Saturday, December 26, 2015

"The Illogic of Kassel" by Enrique Vila-Matas (New Directions)

ISBN: 978-0-8112-2149-8 New Directions

"The Illogic of Kassel" by Enrique Vila-Matas (New Directions)

Kassel maybe illogical, but it's totally logical for Barcelona citizen Enrique Vila-Matas to write a book that takes place in Kassel, Germany during the Documenta arts festival.  For one, Vila-Matas is one of my favorite living writers, which is saying a lot, because it seems that I only deal with dead authors - but alas, that is only an illusion.    The beauty of Vila-Matas' novels is that they are somewhere between fiction and lit-crit.   All the novels I read so far focuses on literary history and the importance of the location in how and where this literature was produced.  Sometimes the reader forgets that they are reading a work of fiction (technically speaking) and not literary history.   The narrator of this novel is Vila-Matas, and he's invited to participate in the Documenta arts festival by one, writing and giving a lecture there, but also as a performance piece where he writes in a Chinese Restaurant where the public or diners can come and go while he's working.  This to me, would be a dream place for me to work, but for Vila-Matas, it is both an interesting concept as well as a form of hell. 

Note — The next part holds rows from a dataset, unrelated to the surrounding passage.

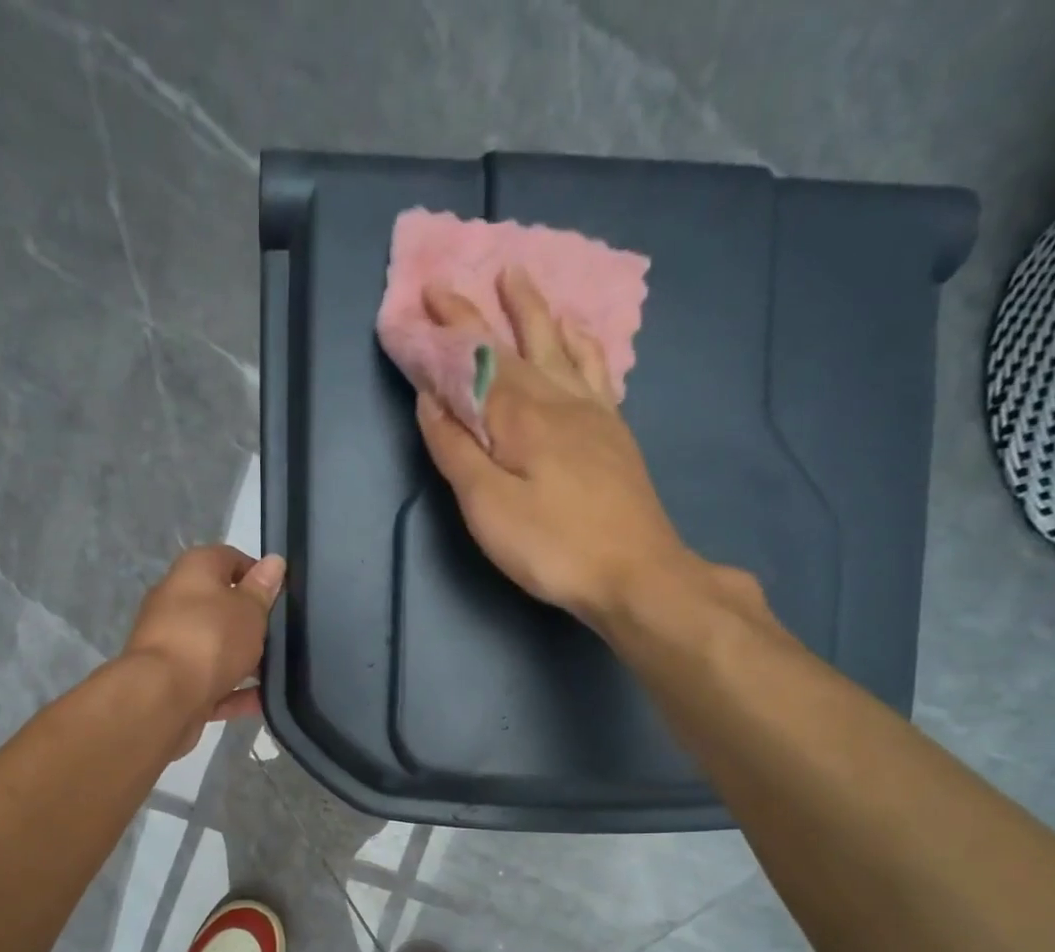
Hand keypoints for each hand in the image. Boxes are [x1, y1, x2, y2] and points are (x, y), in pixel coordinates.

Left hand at [123, 545, 285, 757]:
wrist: (163, 696)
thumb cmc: (211, 638)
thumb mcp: (249, 609)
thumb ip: (262, 589)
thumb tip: (274, 561)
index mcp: (193, 571)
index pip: (229, 559)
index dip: (257, 574)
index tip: (281, 596)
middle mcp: (176, 601)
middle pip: (220, 606)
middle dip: (251, 623)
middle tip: (282, 636)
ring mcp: (171, 644)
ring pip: (215, 647)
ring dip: (244, 660)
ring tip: (278, 672)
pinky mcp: (172, 681)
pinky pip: (210, 681)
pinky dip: (234, 691)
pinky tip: (263, 701)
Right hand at [415, 268, 743, 634]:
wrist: (635, 572)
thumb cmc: (552, 546)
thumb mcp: (488, 506)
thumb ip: (457, 451)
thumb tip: (430, 400)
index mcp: (521, 417)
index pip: (474, 364)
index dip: (445, 335)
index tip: (418, 302)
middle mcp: (557, 400)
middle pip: (512, 347)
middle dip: (474, 314)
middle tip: (446, 284)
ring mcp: (592, 412)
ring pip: (558, 345)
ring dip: (532, 310)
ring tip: (516, 276)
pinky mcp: (613, 432)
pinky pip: (596, 369)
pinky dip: (581, 342)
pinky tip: (578, 333)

There are so many levels of things happening in this book.  One is of an author who feels misplaced in such a landscape, but it is also a critique of the festival and its artists, as well as the role of the writer in such a location and the role one has to take to be, either an artist or critic.  Since I have read all his novels, I suspect the author is fascinated by the division between the role of the critic, the historian as well as a fiction writer.   I didn't google all the artists that came up in this novel, because I suspect that they are all real and probably very well known visual artists, mostly from Europe.   Some I know, so I trust his "voice" regarding the others.  

As a writer (if I may call myself one) I find this novel fascinating.   On the narrative level, it is about being a writer, a man of words, and coming to an environment that is mostly visual. Vila-Matas mentions Raymond Roussel quite a lot throughout the book, and like the French authors' novels, he too comments on what is happening on the island (in this case the German town Kassel).   He goes to see artists that were recommended to him, and basically he is sort of an open book with respect to the art works he is dealing with   This is the critical aspect of the novel, and the narration is him dealing with "his" work on hand.   For a writer this is something that one does all the time, but I think for a reader, they are kind of forced to see what a writer goes through, with respect to his or hers subject matter.   I, clearly identify with the position of such a novelist like Enrique Vila-Matas.  

Also for the reader, they will probably get more enjoyment out of the book if they knew the tradition of the Documenta festival, as well as the authors that Vila-Matas mentions, for example Nietzsche, Sopie Calle, and of course, Raymond Roussel.   Contemporary art geeks I think would love this book, but also noted is the playfulness of being a narrator and what is real or not real.   Vila-Matas is a master, and I'm happy to swim in his bathwater.